Notwithstanding the foregoing computation, the Buyer's
Percentage Interest shall not exceed 100%. The Buyer's Percentage Interest shall
be calculated by the Servicer on the closing date of the initial Incremental
Purchase hereunder. Thereafter, until the Expiration Date, the Buyer's
Percentage Interest shall be recomputed in Monthly Reports delivered pursuant to
Section 2.14 hereof, in Purchase Notices delivered pursuant to Section 2.03
hereof and otherwise in writing upon request of the Buyer or the Administrative
Agent made to the Servicer. Absent any error in calculation, the Buyer's
Percentage Interest shall remain constant from the time as of which any such
computation or recomputation is made until the time as of which the next such
recomputation shall be made, notwithstanding any additional Receivables arising
or any reinvestment Purchase made pursuant to Section 2.05 hereof and 2.08(a)
hereof during any period between computations of the Buyer's Percentage
Interest; provided, however, that on and after the Expiration Date, the Buyer's
Percentage Interest shall be equal to the greater of (i) the Buyer's Percentage
Interest on the first Business Day preceding the occurrence of the Expiration
Date, and (ii) the Buyer's Percentage Interest on each Business Day after the
occurrence of the Expiration Date. If the Servicer shall fail to promptly
calculate the Buyer's Percentage Interest as required herein, the Buyer or the
Administrative Agent may compute the Buyer's Percentage Interest, which
computation shall be conclusive absent manifest error.

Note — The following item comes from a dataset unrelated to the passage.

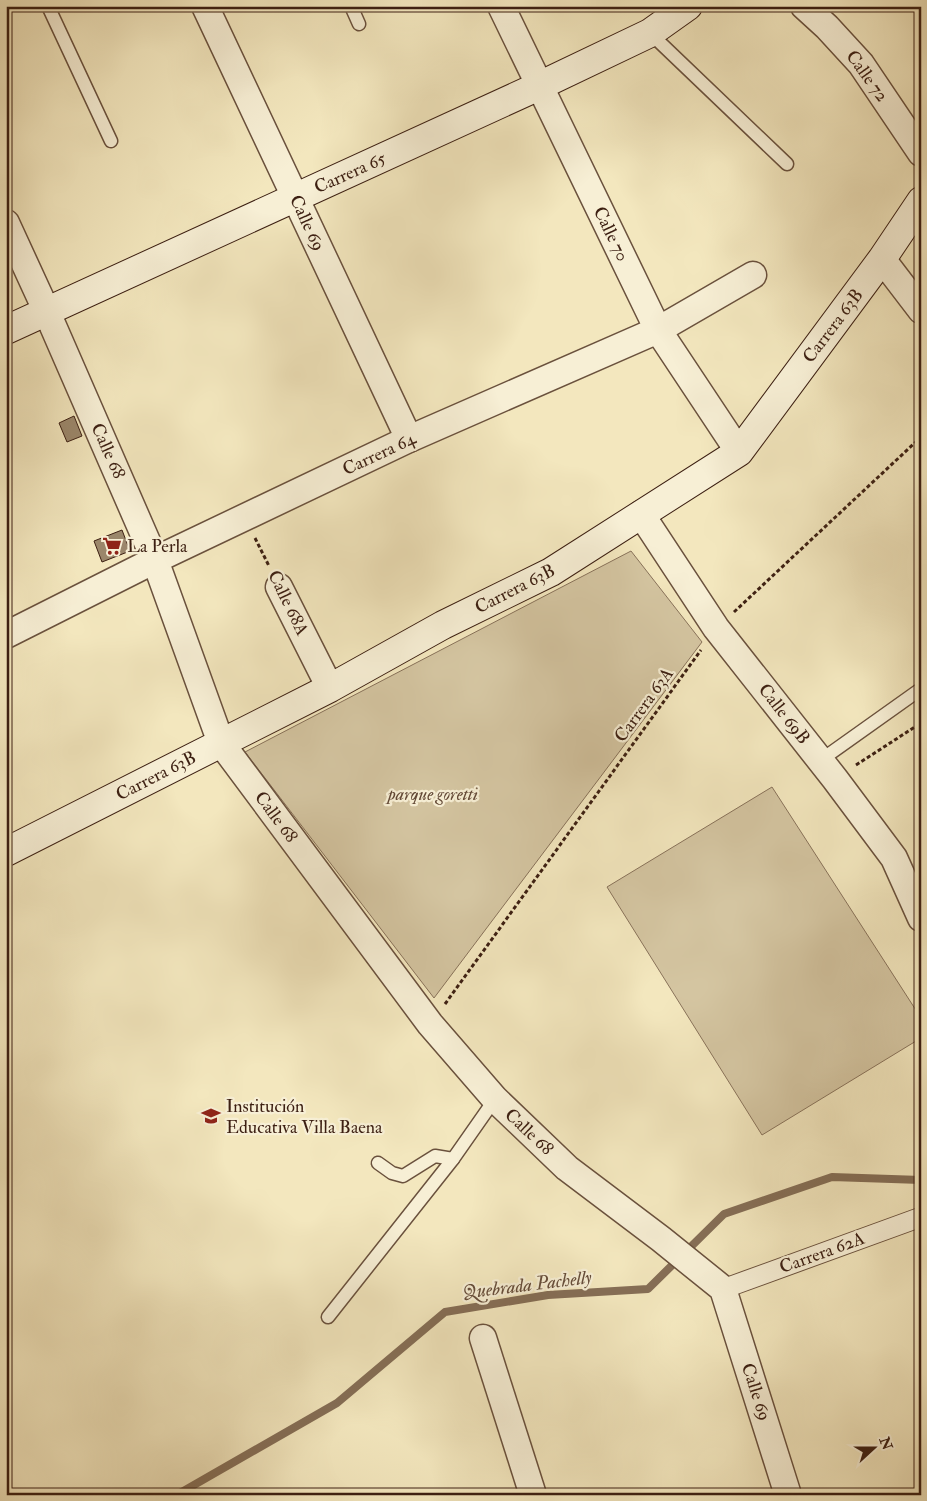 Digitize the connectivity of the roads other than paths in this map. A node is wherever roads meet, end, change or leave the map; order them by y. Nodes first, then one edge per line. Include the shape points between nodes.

"Concentration Factor" shall mean (i) for any Group A Obligor
and its Subsidiaries, 18.0% of an amount equal to the Outstanding Balances of
all Eligible Receivables, (ii) for any Group B Obligor and its Subsidiaries,
9.0% of an amount equal to the Outstanding Balances of all Eligible Receivables,
(iii) for any Group C Obligor and its Subsidiaries, 6.0% of an amount equal to
the Outstanding Balances of all Eligible Receivables, (iv) for any Group D
Obligor and its Subsidiaries, 4.5% of an amount equal to the Outstanding
Balances of all Eligible Receivables and (v) for any Obligor and its
Subsidiaries and Affiliates listed on Exhibit F hereto, the applicable
percentage specified on Exhibit F of an amount equal to the Outstanding Balances
of all Eligible Receivables.
"Expiration Date" shall mean the earliest of (i) October 19,
2001 as such date may be extended in the sole discretion of the Buyer pursuant
to the terms hereof, (ii) the date of termination of the commitment of the
Program LOC Bank under the Program Letter of Credit Reimbursement Agreement,
(iii) the date of termination of the commitment of the APA Lending Banks under
the APA Credit Agreement, (iv) the date of termination of the commitment of any
APA Purchaser under the Asset Purchase Agreement (unless other APA Purchaser(s)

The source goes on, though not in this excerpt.